You may use a buffered pipe to control data traffic, such as limiting throughput or synchronizing accesses to shared memory. In an unbuffered pipe, a write operation can only proceed when the read operation is expecting to read data. Use unbuffered pipes in conjunction with blocking read and write behaviors in kernels that execute concurrently. The unbuffered pipes provide self-synchronizing data transfers efficiently.

In a buffered pipe, a write operation can only proceed if there is capacity in the pipe to hold the incoming packet.

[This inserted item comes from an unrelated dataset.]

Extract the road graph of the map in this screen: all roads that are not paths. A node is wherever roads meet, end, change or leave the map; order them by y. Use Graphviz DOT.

A read operation can only proceed if there is at least one packet in the pipe.

Use buffered pipes if pipe calls are predicated differently in the writer and reader kernels, and the kernels do not execute concurrently.

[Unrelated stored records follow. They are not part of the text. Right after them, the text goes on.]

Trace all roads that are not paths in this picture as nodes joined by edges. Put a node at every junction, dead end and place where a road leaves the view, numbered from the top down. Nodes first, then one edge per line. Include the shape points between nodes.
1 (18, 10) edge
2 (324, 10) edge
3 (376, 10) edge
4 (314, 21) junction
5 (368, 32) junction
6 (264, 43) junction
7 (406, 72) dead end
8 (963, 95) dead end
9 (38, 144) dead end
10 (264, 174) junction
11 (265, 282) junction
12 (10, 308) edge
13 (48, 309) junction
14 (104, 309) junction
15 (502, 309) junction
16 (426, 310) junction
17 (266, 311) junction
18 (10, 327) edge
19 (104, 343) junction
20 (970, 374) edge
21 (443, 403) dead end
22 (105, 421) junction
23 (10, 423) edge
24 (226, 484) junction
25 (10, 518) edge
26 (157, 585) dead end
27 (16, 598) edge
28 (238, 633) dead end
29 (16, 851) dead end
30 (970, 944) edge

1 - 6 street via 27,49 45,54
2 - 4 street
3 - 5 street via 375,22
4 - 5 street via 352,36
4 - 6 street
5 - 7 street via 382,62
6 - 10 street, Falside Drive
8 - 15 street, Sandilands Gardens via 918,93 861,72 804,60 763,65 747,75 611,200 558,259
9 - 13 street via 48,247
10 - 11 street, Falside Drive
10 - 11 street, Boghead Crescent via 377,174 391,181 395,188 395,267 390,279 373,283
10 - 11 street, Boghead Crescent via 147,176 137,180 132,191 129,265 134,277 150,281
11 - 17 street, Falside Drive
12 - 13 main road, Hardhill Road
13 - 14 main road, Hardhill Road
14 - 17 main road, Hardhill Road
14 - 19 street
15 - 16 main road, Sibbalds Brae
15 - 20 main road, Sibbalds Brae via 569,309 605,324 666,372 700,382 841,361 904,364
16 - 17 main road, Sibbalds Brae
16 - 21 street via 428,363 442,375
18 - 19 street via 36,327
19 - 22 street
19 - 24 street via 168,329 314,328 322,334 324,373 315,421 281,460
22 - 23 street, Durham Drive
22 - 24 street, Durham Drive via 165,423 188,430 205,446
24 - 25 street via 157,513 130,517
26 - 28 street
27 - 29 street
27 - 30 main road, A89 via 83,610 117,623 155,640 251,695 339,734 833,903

If you expect any temporary mismatch between the consumption rate and the production rate to the pipe, set the buffer size using the depth attribute.
The following example demonstrates the use of the depth attribute in kernel code that implements the OpenCL pipes. The depth(N) attribute specifies the minimum depth of a buffered pipe, where N is the number of data values. If the read and write kernels specify different depths for a given buffered pipe, the Intel® FPGA SDK for OpenCL™ Offline Compiler uses the larger depth of the two.
__kernel void
producer (__global int *in_data,
          write_only pipe int __attribute__((blocking))
		                    __attribute__((depth(10))) c)
{ 
    for (i = 0; i < N; i++)
    {
        if (in_data[i])
        {
            write_pipe( c, &in_data[i] );
        }
    }
}

__kernel void
consumer (__global int *check_data,
          __global int *out_data,
          read_only pipe int __attribute__((blocking)) c ) 
{
    int last_val = 0;
    for (i = 0; i < N; i++)
    {
        if (check_data[i])
        {
            read_pipe( c, &last_val );
        }
        out_data[i] = last_val;
    }
}

In this example, the write operation can write ten data values to the pipe successfully. After the pipe is full, the write kernel returns failure until a read kernel consumes some of the data in the pipe.

Because the pipe read and write calls are conditional statements, the pipe might experience an imbalance between read and write calls. You may add a buffer capacity to the pipe to ensure that the producer and consumer kernels are decoupled. This step is particularly important if the producer kernel is writing data to the pipe when the consumer kernel is not reading from it.